Entries taken from a collection
==============================

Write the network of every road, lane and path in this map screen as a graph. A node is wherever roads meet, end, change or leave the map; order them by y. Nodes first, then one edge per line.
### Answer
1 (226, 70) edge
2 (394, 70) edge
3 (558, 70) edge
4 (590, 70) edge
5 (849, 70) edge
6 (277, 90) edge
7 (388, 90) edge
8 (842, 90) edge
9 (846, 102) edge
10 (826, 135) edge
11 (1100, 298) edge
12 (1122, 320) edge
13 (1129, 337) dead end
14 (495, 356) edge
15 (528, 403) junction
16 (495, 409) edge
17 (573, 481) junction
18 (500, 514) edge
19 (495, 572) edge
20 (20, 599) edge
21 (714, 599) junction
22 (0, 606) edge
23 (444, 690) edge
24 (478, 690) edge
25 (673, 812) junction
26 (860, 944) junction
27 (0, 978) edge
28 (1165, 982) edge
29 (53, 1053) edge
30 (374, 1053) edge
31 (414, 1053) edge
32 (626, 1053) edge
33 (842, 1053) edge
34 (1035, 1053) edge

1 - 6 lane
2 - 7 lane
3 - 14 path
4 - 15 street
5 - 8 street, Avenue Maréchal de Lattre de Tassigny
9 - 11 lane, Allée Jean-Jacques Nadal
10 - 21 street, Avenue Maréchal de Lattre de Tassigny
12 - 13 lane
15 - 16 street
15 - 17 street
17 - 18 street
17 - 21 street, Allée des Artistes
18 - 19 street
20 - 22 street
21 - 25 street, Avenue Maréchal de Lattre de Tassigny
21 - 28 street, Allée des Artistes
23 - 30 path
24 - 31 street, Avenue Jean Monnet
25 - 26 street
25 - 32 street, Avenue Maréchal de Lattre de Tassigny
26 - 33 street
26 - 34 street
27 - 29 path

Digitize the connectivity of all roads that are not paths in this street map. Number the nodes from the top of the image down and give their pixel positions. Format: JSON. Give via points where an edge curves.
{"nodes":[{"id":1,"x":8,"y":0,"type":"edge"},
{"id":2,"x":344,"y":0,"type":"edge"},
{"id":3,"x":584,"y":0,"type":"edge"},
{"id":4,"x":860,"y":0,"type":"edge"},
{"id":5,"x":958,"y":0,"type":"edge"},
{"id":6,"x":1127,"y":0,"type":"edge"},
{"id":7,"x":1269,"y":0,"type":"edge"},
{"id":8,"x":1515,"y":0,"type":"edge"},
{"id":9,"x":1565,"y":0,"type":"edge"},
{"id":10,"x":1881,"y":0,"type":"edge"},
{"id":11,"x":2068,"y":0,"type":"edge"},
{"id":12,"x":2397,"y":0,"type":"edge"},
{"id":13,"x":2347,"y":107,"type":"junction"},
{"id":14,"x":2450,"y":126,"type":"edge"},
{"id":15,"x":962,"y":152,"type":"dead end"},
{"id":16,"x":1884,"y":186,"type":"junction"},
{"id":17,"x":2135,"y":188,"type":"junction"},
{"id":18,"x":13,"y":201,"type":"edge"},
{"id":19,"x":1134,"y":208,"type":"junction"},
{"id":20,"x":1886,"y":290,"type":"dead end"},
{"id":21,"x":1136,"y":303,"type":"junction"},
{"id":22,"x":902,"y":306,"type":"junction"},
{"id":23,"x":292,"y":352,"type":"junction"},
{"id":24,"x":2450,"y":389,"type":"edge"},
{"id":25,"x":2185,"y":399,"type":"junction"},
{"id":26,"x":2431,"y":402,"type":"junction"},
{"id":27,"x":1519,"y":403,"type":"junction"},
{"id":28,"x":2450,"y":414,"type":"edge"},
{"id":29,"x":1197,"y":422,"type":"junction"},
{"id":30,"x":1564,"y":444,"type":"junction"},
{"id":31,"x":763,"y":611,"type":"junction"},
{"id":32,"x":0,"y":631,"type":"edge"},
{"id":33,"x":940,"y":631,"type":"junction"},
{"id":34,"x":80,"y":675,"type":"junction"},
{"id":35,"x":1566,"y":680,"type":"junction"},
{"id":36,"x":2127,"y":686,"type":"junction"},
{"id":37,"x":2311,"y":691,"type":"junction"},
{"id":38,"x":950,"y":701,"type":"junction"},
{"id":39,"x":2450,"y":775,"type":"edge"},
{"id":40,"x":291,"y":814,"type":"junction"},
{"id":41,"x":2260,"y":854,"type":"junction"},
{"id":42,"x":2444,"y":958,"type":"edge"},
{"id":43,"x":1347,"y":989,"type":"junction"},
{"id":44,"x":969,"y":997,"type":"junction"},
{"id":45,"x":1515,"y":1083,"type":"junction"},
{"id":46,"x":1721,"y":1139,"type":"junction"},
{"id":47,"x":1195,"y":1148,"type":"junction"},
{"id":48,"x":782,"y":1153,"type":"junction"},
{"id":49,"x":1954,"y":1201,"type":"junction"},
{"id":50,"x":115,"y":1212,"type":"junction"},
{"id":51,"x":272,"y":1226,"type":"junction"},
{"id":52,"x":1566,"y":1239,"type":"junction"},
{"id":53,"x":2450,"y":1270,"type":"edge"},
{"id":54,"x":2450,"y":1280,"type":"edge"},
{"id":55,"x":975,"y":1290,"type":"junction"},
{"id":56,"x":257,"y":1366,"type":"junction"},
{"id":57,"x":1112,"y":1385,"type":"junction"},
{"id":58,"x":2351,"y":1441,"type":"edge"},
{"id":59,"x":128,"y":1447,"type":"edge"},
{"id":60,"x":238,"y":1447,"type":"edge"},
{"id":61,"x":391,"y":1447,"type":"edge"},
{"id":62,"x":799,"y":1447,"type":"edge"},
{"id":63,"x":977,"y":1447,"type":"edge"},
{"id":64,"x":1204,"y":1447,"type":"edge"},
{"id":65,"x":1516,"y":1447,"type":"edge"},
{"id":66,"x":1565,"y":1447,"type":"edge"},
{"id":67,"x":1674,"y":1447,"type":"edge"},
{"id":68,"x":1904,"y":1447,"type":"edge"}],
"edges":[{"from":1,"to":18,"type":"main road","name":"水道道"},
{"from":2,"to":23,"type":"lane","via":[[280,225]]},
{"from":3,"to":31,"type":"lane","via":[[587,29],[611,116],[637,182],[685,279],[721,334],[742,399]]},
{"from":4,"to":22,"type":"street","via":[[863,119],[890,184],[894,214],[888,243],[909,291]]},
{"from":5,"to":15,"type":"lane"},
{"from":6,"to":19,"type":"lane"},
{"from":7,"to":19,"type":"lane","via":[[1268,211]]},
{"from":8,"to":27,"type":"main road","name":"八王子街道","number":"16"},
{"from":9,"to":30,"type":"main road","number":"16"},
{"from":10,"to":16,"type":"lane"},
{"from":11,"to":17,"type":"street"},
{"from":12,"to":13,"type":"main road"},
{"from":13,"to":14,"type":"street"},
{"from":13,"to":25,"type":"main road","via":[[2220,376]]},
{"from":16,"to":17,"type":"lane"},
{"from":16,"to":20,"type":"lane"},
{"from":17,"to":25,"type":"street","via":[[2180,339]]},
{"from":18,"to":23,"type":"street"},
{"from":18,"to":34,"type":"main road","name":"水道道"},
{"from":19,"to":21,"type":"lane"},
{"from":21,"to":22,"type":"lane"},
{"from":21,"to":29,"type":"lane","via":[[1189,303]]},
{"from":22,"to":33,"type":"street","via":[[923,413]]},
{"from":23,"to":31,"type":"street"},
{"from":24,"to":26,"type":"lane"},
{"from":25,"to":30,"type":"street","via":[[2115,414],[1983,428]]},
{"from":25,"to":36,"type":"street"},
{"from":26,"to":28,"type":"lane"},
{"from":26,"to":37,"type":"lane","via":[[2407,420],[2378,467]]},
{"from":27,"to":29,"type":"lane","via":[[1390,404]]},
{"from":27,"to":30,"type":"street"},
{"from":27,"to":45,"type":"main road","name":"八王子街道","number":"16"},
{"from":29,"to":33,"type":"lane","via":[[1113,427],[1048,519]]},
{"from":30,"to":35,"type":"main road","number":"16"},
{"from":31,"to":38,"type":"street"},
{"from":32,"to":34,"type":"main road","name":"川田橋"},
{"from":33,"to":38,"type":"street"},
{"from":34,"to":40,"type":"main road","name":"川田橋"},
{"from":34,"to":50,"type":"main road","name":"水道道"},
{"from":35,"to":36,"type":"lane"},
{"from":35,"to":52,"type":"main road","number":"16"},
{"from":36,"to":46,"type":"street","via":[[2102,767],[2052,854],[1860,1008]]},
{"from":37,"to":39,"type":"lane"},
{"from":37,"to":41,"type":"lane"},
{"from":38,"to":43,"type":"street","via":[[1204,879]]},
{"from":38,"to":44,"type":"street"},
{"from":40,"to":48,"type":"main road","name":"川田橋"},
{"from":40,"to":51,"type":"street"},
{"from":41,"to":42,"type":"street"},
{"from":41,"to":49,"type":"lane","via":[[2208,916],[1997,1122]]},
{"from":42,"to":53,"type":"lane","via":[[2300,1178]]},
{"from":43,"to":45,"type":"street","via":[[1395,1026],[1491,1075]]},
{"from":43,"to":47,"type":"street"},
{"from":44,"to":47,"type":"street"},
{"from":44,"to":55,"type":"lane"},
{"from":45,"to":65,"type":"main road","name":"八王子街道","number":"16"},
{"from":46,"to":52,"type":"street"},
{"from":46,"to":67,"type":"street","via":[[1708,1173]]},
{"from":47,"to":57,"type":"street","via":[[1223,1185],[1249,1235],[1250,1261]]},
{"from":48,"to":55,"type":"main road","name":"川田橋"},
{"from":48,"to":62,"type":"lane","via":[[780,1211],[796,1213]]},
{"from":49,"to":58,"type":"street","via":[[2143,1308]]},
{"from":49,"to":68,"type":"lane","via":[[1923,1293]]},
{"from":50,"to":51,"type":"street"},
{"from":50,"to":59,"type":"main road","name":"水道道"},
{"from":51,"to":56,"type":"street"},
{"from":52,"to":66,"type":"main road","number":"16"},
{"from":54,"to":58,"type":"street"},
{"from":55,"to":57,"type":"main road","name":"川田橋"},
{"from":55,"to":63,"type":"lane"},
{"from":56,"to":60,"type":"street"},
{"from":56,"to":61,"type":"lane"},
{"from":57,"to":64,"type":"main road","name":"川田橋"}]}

==============================

TASK BRIEF – Each line holding the word "Artistes" must be pulled from the records.

ANSWER –
17 - 21 street, Allée des Artistes
21 - 28 street, Allée des Artistes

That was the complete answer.